With only about 36 percent of Mexicans currently holding education certificates at the high school level or better, reforms which breathe life into Mexico’s sclerotic schools will only make the country more competitive.
But the spirit of reform doesn’t end there. Nieto intends to push for legislation which would encourage greater competition in Mexico’s energy patch.
Mexico’s state oil company Pemex has long held exclusive control of the country’s energy assets and as a result of inadequate investment Mexican oil production has fallen off a cliff in recent years. With no competition and constitutional prohibitions on private sector involvement, Pemex has had no incentive to rethink the way it does business. Opening the country’s energy sector to private players would essentially create a whole new industry in the country.
In Brazil, the focus for much of the past year has been on the country’s slowing gross domestic product (GDP) growth. Brazil has fallen from grace as South America’s economic powerhouse; the country’s GDP expanded by less than 1 percent last year, although final data isn’t yet available.
In an attempt to restart growth, the Brazilian government recently announced drastic cuts in the country’s electricity tariffs, lowering rates for manufacturers by as much as 28 percent and for households by about 16 percent.
Those cuts won’t take effect until February, but Brazilian manufacturers reported another month of positive growth with the PMI index coming in at 51.1. While lower than the November reading, the fact that the sector continues to grow underscores the positive contribution the sector is making to the nation’s economy.

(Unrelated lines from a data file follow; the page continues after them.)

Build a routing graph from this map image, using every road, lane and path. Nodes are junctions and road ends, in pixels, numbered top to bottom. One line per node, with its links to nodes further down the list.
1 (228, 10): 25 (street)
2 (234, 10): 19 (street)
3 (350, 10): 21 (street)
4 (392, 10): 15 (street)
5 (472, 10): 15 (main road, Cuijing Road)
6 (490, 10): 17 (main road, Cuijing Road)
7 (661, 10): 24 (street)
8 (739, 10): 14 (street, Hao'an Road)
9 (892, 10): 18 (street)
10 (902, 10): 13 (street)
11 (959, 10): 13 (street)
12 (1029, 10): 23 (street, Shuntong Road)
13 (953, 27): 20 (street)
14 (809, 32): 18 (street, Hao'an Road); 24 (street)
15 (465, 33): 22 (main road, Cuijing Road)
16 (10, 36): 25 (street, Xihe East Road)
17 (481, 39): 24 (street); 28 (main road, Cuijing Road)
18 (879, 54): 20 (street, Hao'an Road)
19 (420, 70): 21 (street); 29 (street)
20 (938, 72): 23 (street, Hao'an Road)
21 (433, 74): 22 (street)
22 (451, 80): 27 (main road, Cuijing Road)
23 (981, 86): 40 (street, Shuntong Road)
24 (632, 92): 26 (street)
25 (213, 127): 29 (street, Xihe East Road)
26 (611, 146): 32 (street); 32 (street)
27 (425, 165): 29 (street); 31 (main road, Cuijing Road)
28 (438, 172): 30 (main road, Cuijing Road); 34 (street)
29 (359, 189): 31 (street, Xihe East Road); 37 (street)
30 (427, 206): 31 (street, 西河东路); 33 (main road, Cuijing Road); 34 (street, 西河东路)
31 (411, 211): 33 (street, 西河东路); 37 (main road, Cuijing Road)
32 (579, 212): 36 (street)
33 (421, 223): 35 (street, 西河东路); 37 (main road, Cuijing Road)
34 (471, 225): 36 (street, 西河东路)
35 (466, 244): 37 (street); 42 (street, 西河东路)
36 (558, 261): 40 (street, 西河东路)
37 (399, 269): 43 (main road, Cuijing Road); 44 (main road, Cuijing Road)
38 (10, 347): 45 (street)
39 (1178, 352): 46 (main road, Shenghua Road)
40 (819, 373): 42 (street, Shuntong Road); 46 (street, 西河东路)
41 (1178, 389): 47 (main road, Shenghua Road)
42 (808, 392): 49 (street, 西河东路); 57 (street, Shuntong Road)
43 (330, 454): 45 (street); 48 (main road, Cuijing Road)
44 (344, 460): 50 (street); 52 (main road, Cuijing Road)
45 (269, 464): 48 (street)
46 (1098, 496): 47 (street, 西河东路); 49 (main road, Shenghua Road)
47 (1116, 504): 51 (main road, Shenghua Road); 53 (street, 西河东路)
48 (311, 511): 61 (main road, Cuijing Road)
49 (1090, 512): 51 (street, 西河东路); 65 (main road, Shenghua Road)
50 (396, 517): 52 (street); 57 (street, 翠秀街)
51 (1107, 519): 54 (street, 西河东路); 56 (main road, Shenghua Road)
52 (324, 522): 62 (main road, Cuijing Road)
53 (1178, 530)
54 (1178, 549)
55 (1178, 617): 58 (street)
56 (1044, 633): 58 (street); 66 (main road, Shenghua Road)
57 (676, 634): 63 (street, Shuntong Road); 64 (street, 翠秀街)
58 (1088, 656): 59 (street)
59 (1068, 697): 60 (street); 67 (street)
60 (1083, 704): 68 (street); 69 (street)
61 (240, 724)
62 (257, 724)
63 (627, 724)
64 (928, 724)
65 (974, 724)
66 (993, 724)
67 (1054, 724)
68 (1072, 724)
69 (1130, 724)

Considering that much of Brazil’s GDP growth is tied to commodity exports, I look for the country to enjoy growing fortunes in 2013. As China comes out of its slump and developed world economies continue to improve, demand for raw materials will help push Brazilian growth further into the black and drive more business for its manufacturers.
That’s especially true since the government announced a BRL54 billion infrastructure investment plan geared primarily towards improving the country’s ports. Brazil is long infamous for supply bottlenecks due to the huge volume of soybeans, copper and other commodities which flow through its port system. The country’s port modernization will encourage more foreign buyers to enter its markets.
The improvements are expected to shave days off transport times. Brazil also reduced financial transaction taxes in December in a move geared to stimulate more foreign investment in both its infrastructure and commodities markets.
So while colorful sideshows continue to roil Latin America, we shouldn’t lose sight of the fact that business barriers are being torn down in the region, as governments become more liberalized. Improving economic conditions around the world will also kick start commodities demand and Latin America has long been a key supplier of industrial metals and agricultural products.
Last year might not have been the best for the region, but it ended on a high note and 2013 could shape up to be one of its best in decades.